Quand la bureaucratie s’immisce dans la chambre des enfants

Il y a quelques siècles, un enfant naissait dans une étable aux bords du Jourdain. On connaît la suite: le bœuf, l’âne gris et les rois mages. 2010 ans plus tard, les autorités fédérales, dans leur sagesse tout aussi célèbre, ont décidé de mettre un point final à cette pratique odieuse qui consiste à laisser des bambins dans les mains de personnes non qualifiées.

Après les multiples réglementations fixant le fonctionnement des garderies et entrainant, ma foi, la fermeture de plusieurs crèches somme toute bien utiles, Berne s’est mis en tête de réglementer de manière générale les obligations légales à remplir pour pouvoir veiller sur un enfant.
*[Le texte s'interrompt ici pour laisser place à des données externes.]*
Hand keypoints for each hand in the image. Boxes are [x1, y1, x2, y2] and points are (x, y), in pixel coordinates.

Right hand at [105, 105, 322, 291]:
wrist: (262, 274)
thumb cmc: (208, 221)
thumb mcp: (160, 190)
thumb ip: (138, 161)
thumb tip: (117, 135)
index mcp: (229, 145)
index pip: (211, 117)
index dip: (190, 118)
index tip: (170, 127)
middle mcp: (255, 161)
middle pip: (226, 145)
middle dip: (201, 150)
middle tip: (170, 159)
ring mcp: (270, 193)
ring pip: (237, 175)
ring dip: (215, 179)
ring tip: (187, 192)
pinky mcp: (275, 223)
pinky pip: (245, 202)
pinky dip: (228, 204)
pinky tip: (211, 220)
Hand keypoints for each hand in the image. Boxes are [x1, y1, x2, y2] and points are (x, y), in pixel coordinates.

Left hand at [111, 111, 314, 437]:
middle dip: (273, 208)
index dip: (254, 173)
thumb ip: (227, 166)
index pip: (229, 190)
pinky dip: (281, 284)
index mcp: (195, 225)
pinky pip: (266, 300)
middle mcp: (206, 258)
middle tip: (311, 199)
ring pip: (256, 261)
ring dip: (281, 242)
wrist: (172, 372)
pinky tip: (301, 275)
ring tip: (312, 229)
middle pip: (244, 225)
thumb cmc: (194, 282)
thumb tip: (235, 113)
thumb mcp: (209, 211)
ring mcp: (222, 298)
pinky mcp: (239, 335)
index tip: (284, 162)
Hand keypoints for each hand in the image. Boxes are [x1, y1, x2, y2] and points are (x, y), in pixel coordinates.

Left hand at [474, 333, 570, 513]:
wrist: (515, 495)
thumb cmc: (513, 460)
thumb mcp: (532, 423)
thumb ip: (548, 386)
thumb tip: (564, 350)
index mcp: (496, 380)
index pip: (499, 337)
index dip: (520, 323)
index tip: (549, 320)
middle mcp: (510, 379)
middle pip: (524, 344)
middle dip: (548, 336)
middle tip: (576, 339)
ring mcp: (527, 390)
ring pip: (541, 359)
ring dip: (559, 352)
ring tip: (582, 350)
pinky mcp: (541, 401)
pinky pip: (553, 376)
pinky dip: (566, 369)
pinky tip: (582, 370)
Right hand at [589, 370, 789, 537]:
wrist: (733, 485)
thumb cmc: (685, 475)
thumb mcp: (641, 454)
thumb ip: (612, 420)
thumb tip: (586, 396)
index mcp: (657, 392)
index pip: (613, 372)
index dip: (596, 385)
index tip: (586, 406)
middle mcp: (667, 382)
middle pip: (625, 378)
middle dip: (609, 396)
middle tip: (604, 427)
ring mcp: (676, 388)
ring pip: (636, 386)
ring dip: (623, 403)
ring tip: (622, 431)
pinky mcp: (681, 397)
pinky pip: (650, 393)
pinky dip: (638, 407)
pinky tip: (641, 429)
Votre voisine de pallier, mère elle-même de quelques chérubins, avait jusqu’ici l’outrecuidance de s’occuper de votre progéniture une dizaine d’heures par semaine contre une petite rémunération ? Sachez qu’il lui faudra prochainement suivre des cours pour apprendre à élever des enfants. Dans le fond, on se demande bien comment on a fait jusqu’ici. Ayant moi-même été gardé à plusieurs reprises par des personnes non qualifiées, je suis soulagé d’être devenu adulte sans plus de séquelles.

Cette volonté de réglementer chaque profession, d’imposer des cours de tout et n’importe à quoi à quiconque aurait l’audace d’exercer une activité contre rémunération relève de l’acharnement. Les pédagogues bernois décident maintenant de lutter contre l’acte irresponsable de confier des enfants à des pères et des mères sans la moindre autorisation fédérale. Et on échappe de justesse à une obligation visant les grands-parents. Ceux-ci pourront encore garder leurs petits-enfants sans disposer d’un CFC. On a eu chaud.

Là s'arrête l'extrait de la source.